Extracted records:
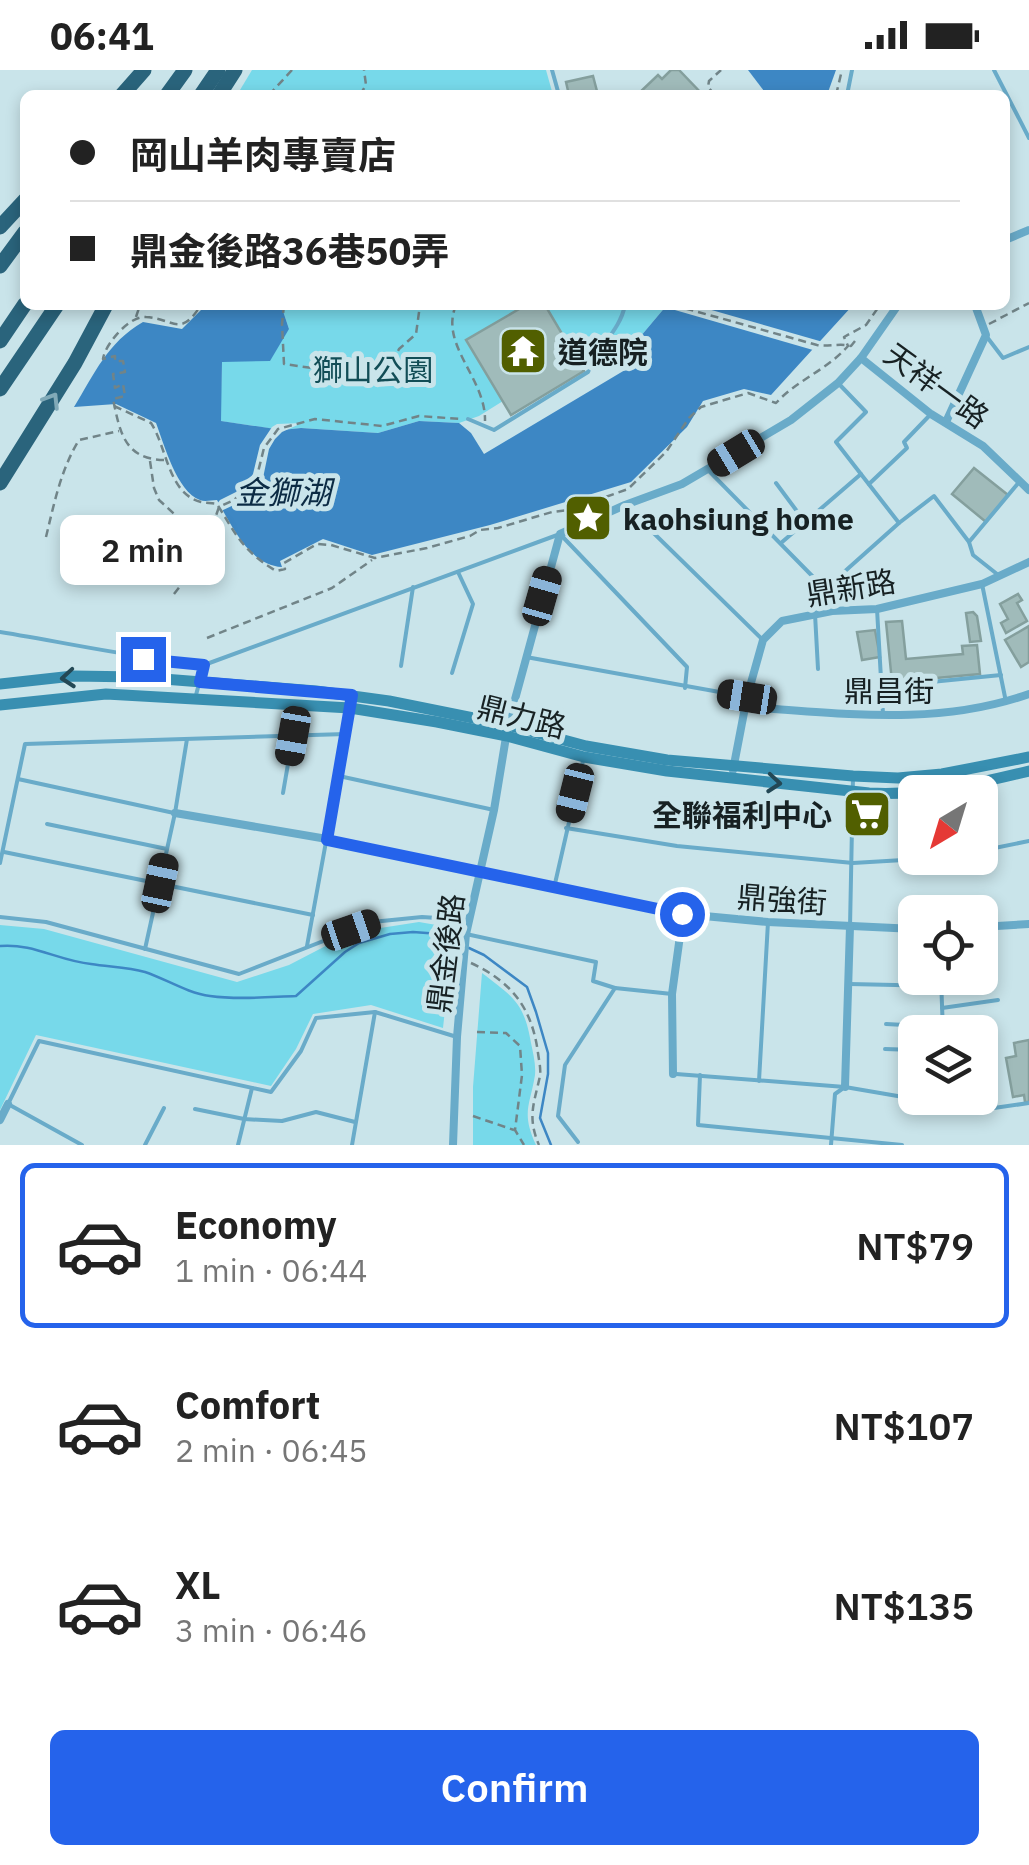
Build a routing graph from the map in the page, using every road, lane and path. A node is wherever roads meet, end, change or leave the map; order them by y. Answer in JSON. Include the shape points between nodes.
{"nodes":[{"id":1,"x":144,"y":70,"type":"edge"},
{"id":2,"x":292,"y":70,"type":"edge"},
{"id":3,"x":721,"y":70,"type":"edge"},
{"id":4,"x":127,"y":90,"type":"edge"},
{"id":5,"x":274,"y":90,"type":"edge"},
{"id":6,"x":711,"y":90,"type":"edge"},
{"id":7,"x":1010,"y":101,"type":"edge"},
{"id":8,"x":1029,"y":138,"type":"edge"},
{"id":9,"x":20,"y":205,"type":"edge"},
{"id":10,"x":0,"y":227,"type":"edge"},
{"id":11,"x":20,"y":239,"type":"edge"},
{"id":12,"x":0,"y":266,"type":"edge"},
{"id":13,"x":1029,"y":302,"type":"edge"},
{"id":14,"x":21,"y":310,"type":"edge"},
{"id":15,"x":54,"y":310,"type":"edge"},
{"id":16,"x":103,"y":310,"type":"edge"},
{"id":17,"x":138,"y":310,"type":"edge"},
{"id":18,"x":198,"y":310,"type":"edge"},
{"id":19,"x":284,"y":310,"type":"edge"},
{"id":20,"x":419,"y":310,"type":"edge"},
{"id":21,"x":454,"y":310,"type":"edge"},
{"id":22,"x":624,"y":310,"type":"edge"},
{"id":23,"x":691,"y":310,"type":"edge"},
{"id":24,"x":876,"y":310,"type":"edge"},
{"id":25,"x":895,"y":310,"type":"edge"},
{"id":26,"x":978,"y":310,"type":"edge"},
{"id":27,"x":136,"y":318,"type":"junction"},
{"id":28,"x":985,"y":331,"type":"junction"},
{"id":29,"x":0,"y":340,"type":"edge"},
{"id":30,"x":856,"y":341,"type":"dead end"},
{"id":31,"x":848,"y":346,"type":"junction"},
{"id":32,"x":1029,"y":347,"type":"edge"},
{"id":33,"x":861,"y":358,"type":"junction"},
{"id":34,"x":838,"y":383,"type":"junction"},
{"id":35,"x":0,"y":389,"type":"edge"},
{"id":36,"x":114,"y":406,"type":"junction"},
{"id":37,"x":931,"y":414,"type":"junction"},
{"id":38,"x":468,"y":420,"type":"joint"},
{"id":39,"x":946,"y":422,"type":"junction"},
{"id":40,"x":484,"y":426,"type":"junction"},
{"id":41,"x":120,"y":430,"type":"junction"},
{"id":42,"x":149,"y":459,"type":"junction"},
{"id":43,"x":168,"y":460,"type":"junction"},
{"id":44,"x":708,"y":469,"type":"junction"},
{"id":45,"x":862,"y":474,"type":"junction"},
{"id":46,"x":1020,"y":481,"type":"junction"},
{"id":47,"x":0,"y":483,"type":"edge"},
{"id":48,"x":776,"y":483,"type":"dead end"},
{"id":49,"x":869,"y":484,"type":"junction"},
{"id":50,"x":1029,"y":490,"type":"edge"},
{"id":51,"x":625,"y":505,"type":"junction"},
{"id":52,"x":219,"y":507,"type":"junction"},
{"id":53,"x":805,"y":522,"type":"junction"},
{"id":54,"x":900,"y":523,"type":"junction"},
{"id":55,"x":560,"y":534,"type":"junction"},
{"id":56,"x":46,"y":537,"type":"dead end"},
{"id":57,"x":970,"y":542,"type":"junction"},
{"id":58,"x":780,"y":543,"type":"junction"},
{"id":59,"x":204,"y":551,"type":"junction"},
{"id":60,"x":375,"y":558,"type":"junction"},
{"id":61,"x":1029,"y":562,"type":"edge"},
{"id":62,"x":458,"y":572,"type":"junction"},
{"id":63,"x":1000,"y":577,"type":"junction"},
{"id":64,"x":982,"y":584,"type":"junction"},
{"id":65,"x":413,"y":588,"type":"junction"},
{"id":66,"x":825,"y":589,"type":"junction"},
{"id":67,"x":174,"y":594,"type":"dead end"},
{"id":68,"x":877,"y":609,"type":"junction"},
{"id":69,"x":832,"y":611,"type":"junction"},
{"id":70,"x":815,"y":614,"type":"junction"},
{"id":71,"x":0,"y":632,"type":"edge"},
{"id":72,"x":207,"y":638,"type":"dead end"},
{"id":73,"x":763,"y":640,"type":"junction"},
{"id":74,"x":525,"y":657,"type":"junction"},
{"id":75,"x":204,"y":665,"type":"junction"},
{"id":76,"x":401,"y":666,"type":"dead end"},
{"id":77,"x":818,"y":669,"type":"dead end"},
{"id":78,"x":452,"y":673,"type":"dead end"},
{"id":79,"x":1001,"y":675,"type":"junction"},
{"id":80,"x":200,"y":682,"type":"junction"},
{"id":81,"x":0,"y":684,"type":"edge"},
{"id":82,"x":881,"y":687,"type":"junction"},
{"id":83,"x":684,"y":688,"type":"junction"},
{"id":84,"x":1029,"y":694,"type":"edge"},
{"id":85,"x":747,"y":697,"type":"junction"},
{"id":86,"x":196,"y":698,"type":"junction"},
{"id":87,"x":352,"y":701,"type":"junction"},
{"id":88,"x":1006,"y":702,"type":"junction"},
{"id":89,"x":0,"y":705,"type":"edge"},
{"id":90,"x":745,"y":708,"type":"junction"},
{"id":91,"x":883,"y":715,"type":"junction"},
{"id":92,"x":508,"y":730,"type":"junction"},
{"id":93,"x":346,"y":734,"type":"junction"},
{"id":94,"x":293,"y":736,"type":"junction"},
{"id":95,"x":187,"y":739,"type":"junction"},
{"id":96,"x":585,"y":752,"type":"junction"},
{"id":97,"x":1029,"y":757,"type":"edge"},
{"id":98,"x":1029,"y":772,"type":"edge"},
{"id":99,"x":733,"y":773,"type":"junction"},
{"id":100,"x":338,"y":776,"type":"junction"},
{"id":101,"x":854,"y":776,"type":"junction"},
{"id":102,"x":18,"y":779,"type":"junction"},
{"id":103,"x":853,"y":792,"type":"junction"},
{"id":104,"x":283,"y":793,"type":"dead end"},
{"id":105,"x":494,"y":810,"type":"junction"},
{"id":106,"x":175,"y":813,"type":"junction"},
{"id":107,"x":47,"y":824,"type":"dead end"},
{"id":108,"x":566,"y":828,"type":"junction"},
{"id":109,"x":327,"y":840,"type":"junction"},
{"id":110,"x":1029,"y":841,"type":"edge"},
{"id":111,"x":998,"y":847,"type":"edge"},
{"id":112,"x":168,"y":849,"type":"junction"},
{"id":113,"x":2,"y":852,"type":"junction"},
{"id":114,"x":898,"y":860,"type":"edge"},
{"id":115,"x":853,"y":863,"type":"junction"},
{"id":116,"x":0,"y":864,"type":"edge"},
{"id":117,"x":479,"y":872,"type":"junction"},
{"id":118,"x":160,"y":883,"type":"junction"},
{"id":119,"x":554,"y":888,"type":"junction"},
{"id":120,"x":682,"y":914,"type":"junction"},
{"id":121,"x":313,"y":915,"type":"junction"},
{"id":122,"x":0,"y":917,"type":"edge"},
{"id":123,"x":469,"y":920,"type":"junction"},
{"id":124,"x":768,"y":922,"type":"junction"},
{"id":125,"x":1029,"y":924,"type":"edge"},
{"id":126,"x":998,"y":926,"type":"edge"},
{"id":127,"x":850,"y":927,"type":"junction"},
{"id":128,"x":898,"y":928,"type":"edge"},
{"id":129,"x":466,"y":934,"type":"junction"},
{"id":130,"x":307,"y":948,"type":"junction"},
{"id":131,"x":145,"y":949,"type":"junction"},
{"id":132,"x":462,"y":959,"type":"junction"},
{"id":133,"x":849,"y":984,"type":"junction"},
{"id":134,"x":898,"y":985,"type":"edge"},
{"id":135,"x":615,"y":988,"type":"junction"},
{"id":136,"x":672,"y":994,"type":"junction"},
{"id":137,"x":942,"y":995,"type":"edge"},
{"id":138,"x":998,"y":1000,"type":"dead end"},
{"id":139,"x":942,"y":1008,"type":"junction"},
{"id":140,"x":376,"y":1012,"type":"junction"},
{"id":141,"x":942,"y":1015,"type":"edge"},
{"id":142,"x":886,"y":1024,"type":"dead end"},
{"id":143,"x":898,"y":1025,"type":"edge"},
{"id":144,"x":477,"y":1032,"type":"dead end"},
{"id":145,"x":457,"y":1037,"type":"junction"},
{"id":146,"x":884,"y":1049,"type":"dead end"},
{"id":147,"x":898,"y":1049,"type":"edge"},
{"id":148,"x":673,"y":1074,"type":"joint"},
{"id":149,"x":700,"y":1075,"type":"junction"},
{"id":150,"x":759,"y":1081,"type":"junction"},
{"id":151,"x":845,"y":1087,"type":"junction"},
{"id":152,"x":252,"y":1088,"type":"junction"},
{"id":153,"x":898,"y":1094,"type":"edge"},
{"id":154,"x":8,"y":1104,"type":"junction"},
{"id":155,"x":1029,"y":1104,"type":"edge"},
{"id":156,"x":164,"y":1108,"type":"dead end"},
{"id":157,"x":998,"y":1108,"type":"edge"},
{"id":158,"x":194,"y":1109,"type":"dead end"},
{"id":159,"x":473,"y":1116,"type":"dead end"},
{"id":160,"x":244,"y":1118,"type":"junction"},
{"id":161,"x":0,"y":1120,"type":"edge"},
{"id":162,"x":355,"y":1122,"type":"junction"},
{"id":163,"x":516,"y":1130,"type":"junction"},
{"id":164,"x":578,"y":1142,"type":"dead end"},
{"id":165,"x":831,"y":1142,"type":"edge"},
{"id":166,"x":82,"y":1145,"type":"edge"},
{"id":167,"x":145,"y":1145,"type":"edge"},
{"id":168,"x":238,"y":1145,"type":"edge"},
{"id":169,"x":352,"y":1145,"type":"edge"},
{"id":170,"x":453,"y":1145,"type":"edge"},
{"id":171,"x":524,"y":1145,"type":"edge"},
{"id":172,"x":539,"y":1145,"type":"edge"},
{"id":173,"x":902,"y":1145,"type":"edge"}],
"edges":[{"from":1,"to":4,"type":"highway"},
{"from":2,"to":5,"type":"path"},
{"from":3,"to":6,"type":"path","via":[[709,81]]},
{"from":7,"to":8,"type":"lane"},
{"from":9,"to":10,"type":"highway"},
{"from":11,"to":12,"type":"highway"},
{"from":13,"to":28,"type":"path"},
{"from":14,"to":29,"type":"highway"},
{"from":15,"to":35,"type":"highway"},
{"from":47,"to":16,"type":"highway","one_way":true},
{"from":17,"to":27,"type":"path"},
{"from":18,"to":27,"type":"path","via":[[176,326]]},
{"from":19,"to":20,"type":"path","via":[[284,364],[354,374],[393,360],[416,334]]},
{"from":21,"to":40,"type":"path","via":[[452,327],[481,395]]},
{"from":22,"to":40,"type":"lane","via":[[588,372],[494,430]]},
{"from":23,"to":31,"type":"path","via":[[817,345]]},
{"from":24,"to":31,"type":"path","via":[[844,337]]},
{"from":25,"to":33,"type":"street"},
{"from":26,"to":28,"type":"street"},
{"from":27,"to":36,"type":"path","via":[[106,346],[102,359],[123,361],[125,372],[113,374],[125,396],[113,399]]},
{"from":28,"to":32,"type":"lane","via":[[1003,358]]},
{"from":28,"to":39,"type":"street"},
{"from":30,"to":31,"type":"path"},
{"from":31,"to":60,"type":"path","via":[[776,404],[748,394],[701,407],[628,489]]},
{"from":33,"to":34,"type":"street"},
{"from":33,"to":37,"type":"street","name":"天祥一路"},
{"from":34,"to":44,"type":"street","via":[[792,420]]},
{"from":34,"to":45,"type":"lane","via":[[866,412],[836,442]]},
{"from":36,"to":41,"type":"path"},
{"from":36,"to":43,"type":"path","via":[[151,422]]},
{"from":37,"to":39,"type":"street","name":"天祥一路"},
{"from":37,"to":49,"type":"lane"},
{"from":38,"to":40,"type":"lane"},
{"from":38,"to":52,"type":"path","via":[[419,416],[382,426],[315,419],[278,429],[253,484]]},
{"from":39,"to":46,"type":"street","name":"天祥一路"},
{"from":41,"to":42,"type":"path"},
{"from":41,"to":56,"type":"path","via":[[79,440]]},
{"from":42,"to":43,"type":"path"},
{"from":42,"to":59,"type":"path","via":[[159,500]]},
{"from":43,"to":52,"type":"path","via":[[185,494]]},
{"from":44,"to":51,"type":"street"},
{"from":44,"to":58,"type":"lane"},
{"from":45,"to":49,"type":"lane"},
{"from":45,"to":53,"type":"lane"},
{"from":46,"to":50,"type":"street","name":"天祥一路"},
{"from":46,"to":57,"type":"lane"},
{"from":48,"to":53,"type":"lane"},
{"from":49,"to":54,"type":"lane"},
{"from":51,"to":55,"type":"street"},
{"from":51,"to":73,"type":"lane"},
{"from":52,"to":59,"type":"path"},
{"from":52,"to":60,"type":"path","via":[[252,556],[276,571],[317,544]]},
{"from":53,"to":58,"type":"lane"},
{"from":54,"to":57,"type":"lane","via":[[934,496]]},
{"from":54,"to":66,"type":"lane"},
{"from":55,"to":62,"type":"lane"},
{"from":55,"to":74,"type":"street","name":"鼎金後路"},
{"from":55,"to":83,"type":"lane","via":[[687,667]]},
{"from":57,"to":63,"type":"lane","via":[[973,555]]},
{"from":58,"to":66,"type":"lane"},
{"from":59,"to":67,"type":"path"},
{"from":60,"to":72,"type":"path","via":[[332,588]]},
{"from":61,"to":63,"type":"street","name":"鼎新路"},
{"from":62,"to":65,"type":"lane"},
{"from":62,"to":78,"type":"lane","via":[[473,604]]},
{"from":63,"to":64,"type":"street","name":"鼎新路"},
{"from":64,"to":68,"type":"street","name":"鼎新路"},
{"from":64,"to":79,"type":"lane"},
{"from":65,"to":75,"type":"lane"},
{"from":65,"to":76,"type":"lane"},
{"from":66,"to":69,"type":"lane"},
{"from":68,"to":69,"type":"street","name":"鼎新路"},
{"from":68,"to":82,"type":"lane"},
{"from":69,"to":70,"type":"street","name":"鼎新路"},
{"from":70,"to":73,"type":"street","name":"鼎新路","via":[[782,622]]},
{"from":70,"to":77,"type":"lane"},
{"from":71,"to":75,"type":"lane"},
{"from":73,"to":85,"type":"street"},
{"from":74,"to":83,"type":"lane"},
{"from":74,"to":92,"type":"street","name":"鼎金後路"},
{"from":75,"to":80,"type":"lane"},
{"from":79,"to":82,"type":"lane"},
{"from":79,"to":88,"type":"lane"},
{"from":80,"to":81,"type":"street","name":"鼎力路","one_way":true,"via":[[73,676]]},
{"from":80,"to":86,"type":"lane"},
{"from":80,"to":87,"type":"street","name":"鼎力路"},
{"from":82,"to":91,"type":"lane"},
{"from":83,"to":85,"type":"lane"},
{"from":84,"to":88,"type":"street","name":"鼎昌街"},
{"from":85,"to":90,"type":"street"},
{"from":86,"to":87,"type":"street","name":"鼎力路"},
{"from":86,"to":89,"type":"street","name":"鼎力路","via":[[106,694]]},
{"from":87,"to":92,"type":"street","name":"鼎力路"},
{"from":87,"to":93,"type":"lane"},
{"from":88,"to":91,"type":"street","name":"鼎昌街","via":[[966,712]]},
{"from":90,"to":91,"type":"street","name":"鼎昌街"},
{"from":90,"to":99,"type":"street"},
{"from":92,"to":96,"type":"street","name":"鼎力路"},
{"from":92,"to":105,"type":"street","name":"鼎金後路"},
{"from":93,"to":94,"type":"lane"},
{"from":93,"to":100,"type":"lane"},
{"from":94,"to":95,"type":"lane"},
{"from":94,"to":104,"type":"lane"},
{"from":95,"to":102,"type":"lane","via":[[25,744]]},
{"from":95,"to":106,"type":"lane"},
{"from":96,"to":99,"type":"street","name":"鼎力路"},
{"from":96,"to":108,"type":"lane"},
{"from":97,"to":101,"type":"street","name":"鼎力路","via":[[942,774]]},
{"from":98,"to":103,"type":"street","name":"鼎力路","via":[[938,790]]},
{"from":99,"to":101,"type":"street","name":"鼎力路"},
{"from":99,"to":103,"type":"street","name":"鼎力路","one_way":true},
{"from":100,"to":105,"type":"lane"},
{"from":100,"to":109,"type":"lane"},
{"from":101,"to":103,"type":"lane"},
{"from":102,"to":106,"type":"lane"},
{"from":102,"to":113,"type":"lane"},
{"from":103,"to":115,"type":"lane"},
{"from":105,"to":117,"type":"street","name":"鼎金後路"},
{"from":106,"to":109,"type":"street","name":"鼎強街"},
{"from":106,"to":112,"type":"lane"},
{"from":107,"to":112,"type":"lane"},
{"from":108,"to":115,"type":"lane"},
{"from":108,"to":119,"type":"lane"},
{"from":109,"to":117,"type":"street","name":"鼎強街"},
{"from":109,"to":121,"type":"lane"},
{"from":110,"to":111,"type":"lane"},
{"from":112,"to":118,"type":"lane"},
{"from":113,"to":116,"type":"lane"},
{"from":113,"to":118,"type":"lane"},
{"from":114,"to":115,"type":"lane"},
{"from":115,"to":127,"type":"lane"},
{"from":117,"to":119,"type":"street","name":"鼎強街"},
{"from":117,"to":123,"type":"street","name":"鼎金後路"},
{"from":118,"to":121,"type":"lane"},
{"from":118,"to":131,"type":"lane"},
{"from":119,"to":120,"type":"street","name":"鼎強街"},
{"from":120,"to":124,"type":"street","name":"鼎強街"},
{"from":120,"to":136,"type":"street"},
{"from":121,"to":130,"type":"lane"},
{"from":122,"to":131,"type":"lane","via":[[46,922]]},
{"from":123,"to":129,"type":"street","name":"鼎金後路"},
{"from":123,"to":130,"type":"lane","via":[[372,922]]},
{"from":124,"to":127,"type":"street","name":"鼎強街"},
{"from":124,"to":150,"type":"lane"},
{"from":125,"to":126,"type":"street"},
{"from":127,"to":128,"type":"street","name":"鼎強街"},
{"from":127,"to":133,"type":"street"},
{"from":129,"to":132,"type":"street","name":"鼎金後路"},
{"from":129,"to":135,"type":"lane","via":[[596,962],[592,981]]},
{"from":130,"to":131,"type":"lane","via":[[239,974]]},
{"from":132,"to":145,"type":"street","name":"鼎金後路"},
{"from":132,"to":172,"type":"path","via":[[516,995],[534,1028],[541,1072],[533,1130]]},
{"from":133,"to":134,"type":"lane"},
{"from":133,"to":151,"type":"street"},
{"from":135,"to":136,"type":"lane"},
{"from":135,"to":164,"type":"lane","via":[[565,1066],[558,1116]]},
{"from":136,"to":148,"type":"street"},
{"from":137,"to":139,"type":"lane"},
{"from":138,"to":139,"type":"lane"},
{"from":139,"to":141,"type":"lane"},
{"from":140,"to":145,"type":"lane"},
{"from":140,"to":152,"type":"lane","via":[[316,1018],[271,1092]]},
{"from":140,"to":162,"type":"lane"},
{"from":142,"to":143,"type":"lane"},
{"from":144,"to":163,"type":"path","via":[[506,1032],[520,1046]]},
{"from":145,"to":170,"type":"street","name":"鼎金後路"},
{"from":146,"to":147,"type":"lane"},
{"from":148,"to":149,"type":"lane"},
{"from":149,"to":150,"type":"lane"},
{"from":149,"to":165,"type":"lane","via":[[698,1124]]},
{"from":150,"to":151,"type":"lane"},
{"from":151,"to":153,"type":"lane"},
{"from":151,"to":165,"type":"lane","via":[[835,1094]]},
{"from":152,"to":154,"type":"lane","via":[[38,1041]]},
{"from":152,"to":160,"type":"lane"},
{"from":154,"to":161,"type":"street"},
{"from":154,"to":166,"type":"lane"},
{"from":155,"to":157,"type":"lane"},
{"from":156,"to":167,"type":"lane"},
{"from":158,"to":160,"type":"lane"},
{"from":159,"to":163,"type":"path"},
{"from":160,"to":162,"type":"lane","via":[[282,1121],[316,1112]]},
{"from":160,"to":168,"type":"lane"},
{"from":162,"to":169,"type":"lane"},
{"from":163,"to":171,"type":"path"},
{"from":165,"to":173,"type":"lane"}]}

REQUIRED ACTION: Search the entries above for lines holding the string "joint", then report only how many there are.

ANSWER TO THIS PROBLEM: 2